Paris, 25 June 2021- The fourth Plenary of the FATF under the German Presidency of Dr. Marcus Pleyer took place on 21-25 June.
Due to the continuing COVID-19 pandemic, delegates representing the 205 members of the Global Network and observer organisations, such as the IMF, the United Nations and the World Bank met virtually. Throughout the FATF global network, countries and jurisdictions continue to deal with the challenges of the pandemic. Many countries are still dealing with the emergency response to this unprecedented health crisis, while other countries are gradually emerging from the pandemic-related restrictions. There are many challenges ahead to ensure that every country recovers. While it is important for governments to focus on rebuilding their economy, they must continue to fully and effectively implement the risk-based FATF Standards and ensure that criminals and terrorist do not find new and emerging loopholes to exploit.
Delegates finalised work in a number of important areas. These include a report that details the financial flows linked to environmental crime and a report on the financing of ethnically or racially motivated terrorism, both priorities under the FATF’s German Presidency. The FATF completed a second 12-month review of the progress within the FATF Global Network on implementing the FATF’s revised Standards on virtual assets and virtual asset service providers (VASPs).
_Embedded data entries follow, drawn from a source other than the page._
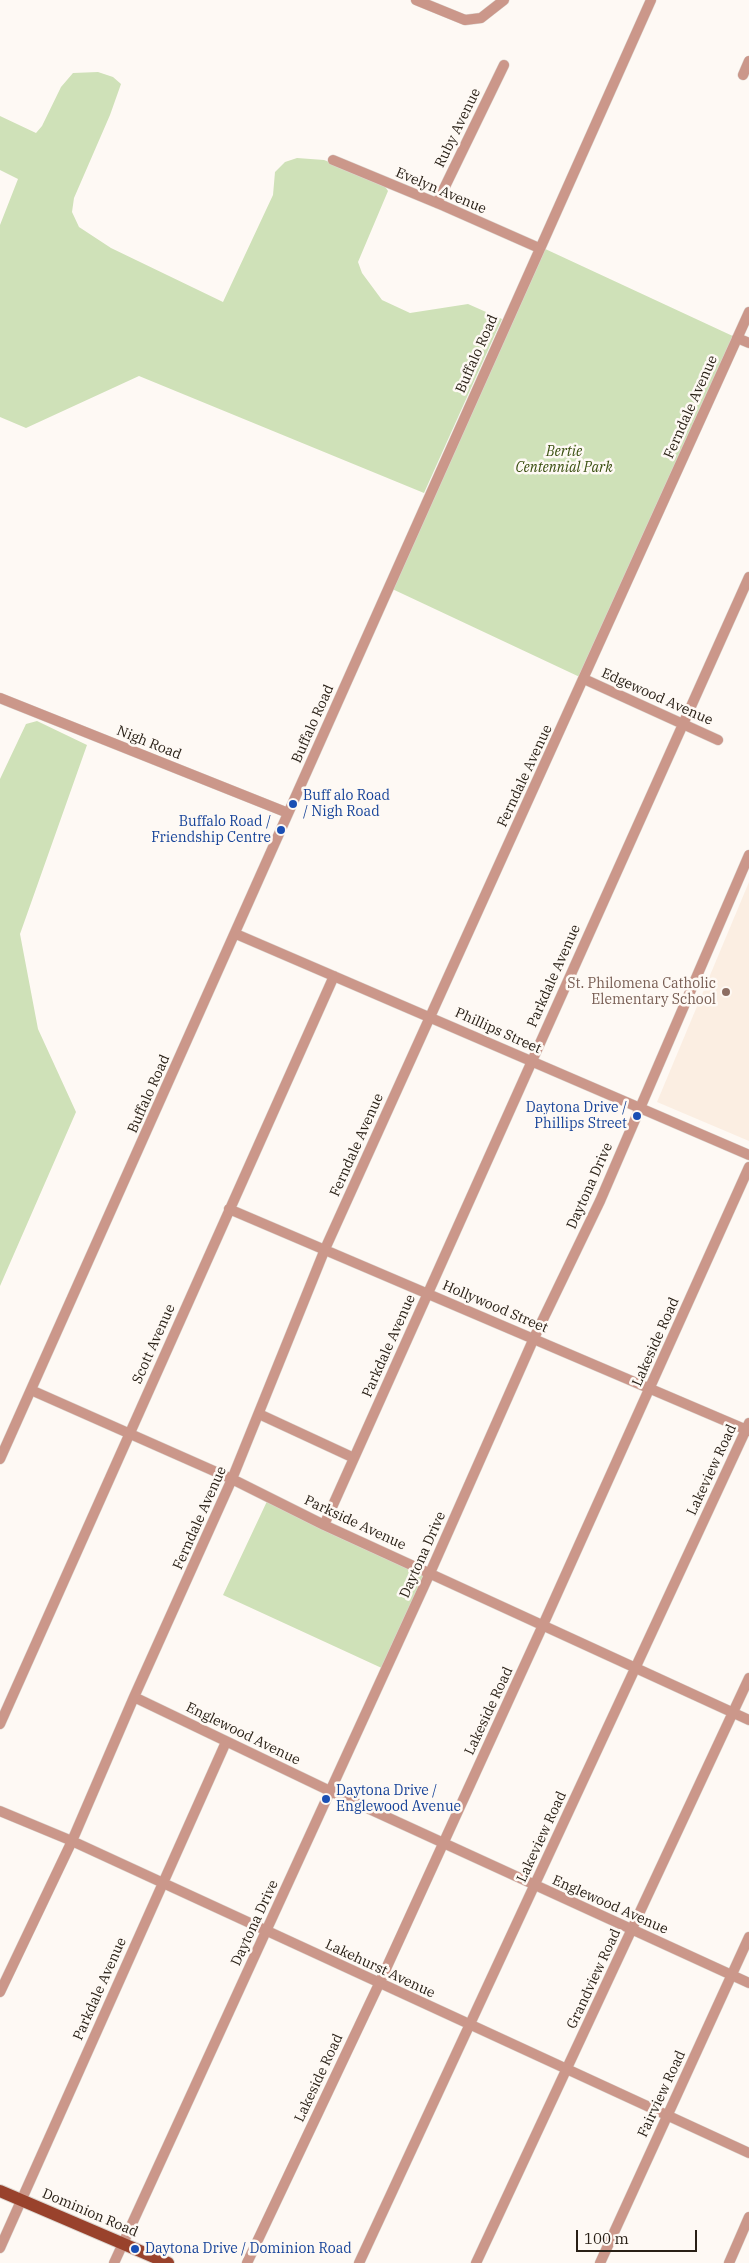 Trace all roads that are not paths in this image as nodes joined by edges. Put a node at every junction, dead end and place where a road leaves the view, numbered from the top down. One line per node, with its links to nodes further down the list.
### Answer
1 (416, 0): 2 (street)
2 (504, 0)
3 (651, 0): 9 (street, Buffalo Road)
4 (749, 61): 6 (street)
5 (504, 65): 8 (street, Ruby Avenue)
6 (743, 75)
7 (333, 160): 8 (street, Evelyn Avenue)
8 (437, 203): 9 (street, Evelyn Avenue)
9 (539, 248): 18 (street, Buffalo Road)
10 (749, 312): 11 (street, Ferndale Avenue)
11 (737, 338): 12 (street); 14 (street, Ferndale Avenue)
12 (749, 343)
13 (749, 577): 16 (street, Parkdale Avenue)
14 (584, 679): 16 (street, Edgewood Avenue); 22 (street, Ferndale Avenue)
15 (0, 698): 18 (street, Nigh Road)
16 (684, 723): 17 (street, Edgewood Avenue); 23 (street, Parkdale Avenue)
17 (718, 740)
18 (288, 813): 20 (street, Buffalo Road)
19 (749, 855): 24 (street, Daytona Drive)
20 (236, 934): 21 (street, Phillips Street); 32 (street, Buffalo Road)
21 (334, 976): 22 (street, Phillips Street); 27 (street, Scott Avenue)
22 (430, 1017): 23 (street, Phillips Street); 28 (street, Ferndale Avenue)
23 (531, 1061): 24 (street, Phillips Street); 29 (street, Parkdale Avenue)
24 (641, 1108): 25 (street, Phillips Street); 30 (street, Daytona Drive)
25 (749, 1155)
26 (749, 1167): 31 (street, Lakeside Road)
27 (229, 1209): 28 (street, Hollywood Street); 35 (street, Scott Avenue)
28 (325, 1249): 29 (street, Hollywood Street); 33 (street, Ferndale Avenue)
29 (428, 1294): 30 (street, Hollywood Street); 36 (street, Parkdale Avenue)
30 (534, 1338): 31 (street, Hollywood Street); 40 (street, Daytona Drive)
31 (651, 1388): 34 (street, Hollywood Street); 41 (street, Lakeside Road)
32 (31, 1390): 35 (street, Parkside Avenue); 37 (street, Buffalo Road)
33 (258, 1414): 36 (street); 38 (street, Ferndale Avenue)
34 (748, 1428): 42 (street, Lakeview Road)
35 (129, 1435): 38 (street, Parkside Avenue); 47 (street, Scott Avenue)
36 (354, 1458): 39 (street, Parkdale Avenue)
37 (0, 1459)
38 (232, 1479): 39 (street, Parkside Avenue); 44 (street, Ferndale Avenue)
39 (324, 1525): 40 (street, Parkside Avenue)
40 (430, 1573): 41 (street, Parkside Avenue); 49 (street, Daytona Drive)
41 (543, 1625): 42 (street, Parkside Avenue); 52 (street, Lakeside Road)
42 (636, 1667): 45 (street, Parkside Avenue); 54 (street, Lakeview Road)
43 (749, 1678): 45 (street, Grandview Road)
44 (134, 1697): 48 (street, Englewood Avenue); 51 (street, Ferndale Avenue)
45 (733, 1713): 46 (street, Parkside Avenue); 55 (street, Grandview Road)
46 (749, 1720)
47 (0, 1724)
48 (226, 1742): 49 (street, Englewood Avenue); 53 (street, Parkdale Avenue)
49 (330, 1791): 52 (street, Englewood Avenue); 56 (street, Daytona Drive)
50 (0, 1811): 51 (street, Lakehurst Avenue)
51 (72, 1841): 53 (street, Lakehurst Avenue); 61 (street, Ferndale Avenue)
52 (443, 1843): 54 (street, Englewood Avenue); 60 (street, Lakeside Road)
53 (162, 1884): 56 (street, Lakehurst Avenue); 67 (street, Parkdale Avenue)
54 (534, 1886): 55 (street, Englewood Avenue); 62 (street, Lakeview Road)
55 (632, 1930): 58 (street, Englewood Avenue); 63 (street, Grandview Road)
56 (266, 1932): 60 (street, Lakehurst Avenue); 69 (street, Daytona Drive)
57 (749, 1937): 58 (street, Fairview Road)
58 (732, 1975): 59 (street, Englewood Avenue); 64 (street, Fairview Road)
59 (749, 1983)
60 (379, 1984): 62 (street, Lakehurst Avenue); 73 (street, Lakeside Road)
61 (0, 1992)
62 (470, 2025): 63 (street, Lakehurst Avenue); 74 (street, Lakeview Road)
63 (566, 2070): 64 (street, Lakehurst Avenue); 75 (street, Grandview Road)
64 (667, 2116): 65 (street, Lakehurst Avenue); 76 (street, Fairview Road)
65 (749, 2153)
66 (0, 2191): 67 (main road, Dominion Road)
67 (21, 2200): 69 (main road, Dominion Road); 70 (street, Parkdale Avenue)
68 (749, 2217): 77 (street)
69 (122, 2243): 71 (street, Daytona Drive); 72 (main road, Dominion Road)
70 (0, 2248)
71 (114, 2263)
72 (168, 2263)
73 (247, 2263)
74 (359, 2263)
75 (476, 2263)
76 (600, 2263)
77 (729, 2263) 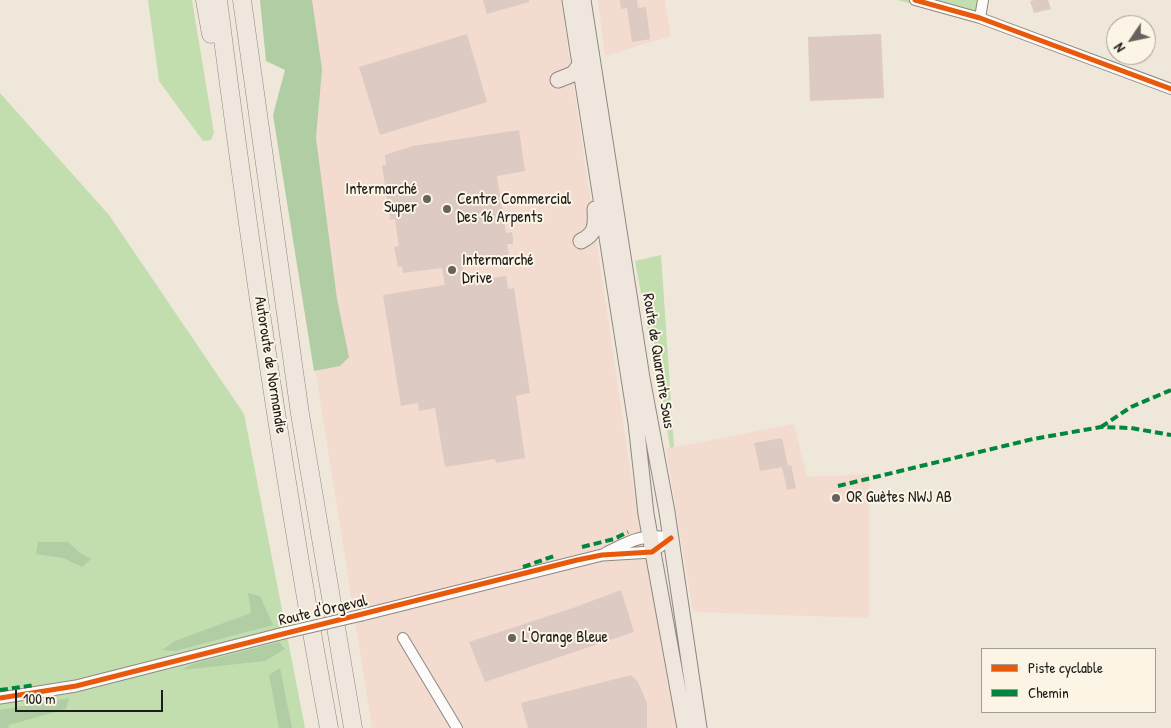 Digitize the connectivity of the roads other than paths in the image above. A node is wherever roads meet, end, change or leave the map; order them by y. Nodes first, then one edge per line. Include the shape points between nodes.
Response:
1 (205, 0) edge
2 (218, 0) edge
3 (570, 0) edge
4 (583, 0) edge
5 (914, 0) edge
6 (983, 0) edge
7 (244, 3) edge
8 (980, 18) junction
9 (579, 66) junction
10 (558, 80) dead end
11 (1171, 89) edge
12 (236, 136) junction
13 (601, 202) junction
14 (581, 241) dead end
15 (649, 535) junction
16 (670, 538) junction
17 (652, 552) junction
18 (602, 554) junction
19 (403, 638) dead end
20 (0, 698) edge
21 (329, 728) edge
22 (352, 728) edge
23 (457, 728) edge
24 (685, 728) edge
25 (699, 728) edge

1 - 12 highway via 222,110
2 - 12 highway, Autoroute de Normandie
3 - 9 main road, Route de Quarante Sous
4 - 16 main road, Route de Quarante Sous
5 - 8 street
6 - 8 street
7 - 22 highway, Autoroute de Normandie via 300,414
8 - 11 street
9 - 10 main road via 573,74
9 - 13 main road, Route de Quarante Sous
12 - 21 highway, Autoroute de Normandie via 279,429
13 - 14 main road via 594,205 596,225 592,233
13 - 15 main road, Route de Quarante Sous via 635,414
15 - 16 street
15 - 17 main road, Route de Quarante Sous
15 - 18 street, Route d'Orgeval
16 - 17 street
16 - 25 main road, Route de Quarante Sous
17 - 18 street, Route d'Orgeval
17 - 24 main road, Route de Quarante Sous
18 - 20 street, Route d'Orgeval, bridge via 76,686
19 - 23 street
The FATF finalised two reports as part of its project to explore the challenges and opportunities of technological innovation to make anti-money laundering and counter terrorist financing efforts more effective. The FATF also finalised a report for government authorities that identifies concrete actions to improve asset recovery outcomes, which will help increase assets returned to the victims of crime and remove the drivers for criminal activity. Finally, the FATF agreed to release a white paper for public consultation on the transparency and beneficial ownership of legal persons to strengthen measures that will prevent criminals from hiding illicit activity and proceeds, a global priority.
1. Strategic Initiatives
2. Country-specific processes
Under its German Presidency, the FATF launched a project to explore the benefits, efficiencies and cost savings that technology can offer as well as the challenges that digital transformation presents for AML/CFT. This Plenary, the FATF completed work in two areas and discussed progress on the use of advanced analytics and machine learning in detecting suspicious activities of money laundering (ML) and terrorist financing (TF), analysing financial intelligence, and understanding ML/TF risks.
New technologies can improve the speed, quality and efficiency of measures to combat money laundering and terrorist financing. They can help financial institutions and supervisors, assess these risks in ways that are more accurate, timely and comprehensive. When implemented using a responsible and risk-based approach, new technologies and innovative products and services can also improve financial inclusion, bringing more people into the regulated financial system and thereby reinforcing the effectiveness of AML/CFT measures. The FATF finalised a report that identifies emerging and available technology-based solutions. The report highlights the necessary conditions, policies and practices that need to be in place to successfully use these technologies to improve the efficiency and effectiveness of AML/CFT. The report also examines the obstacles that could stand in the way of successful implementation of new technology. The report will be published on 1 July.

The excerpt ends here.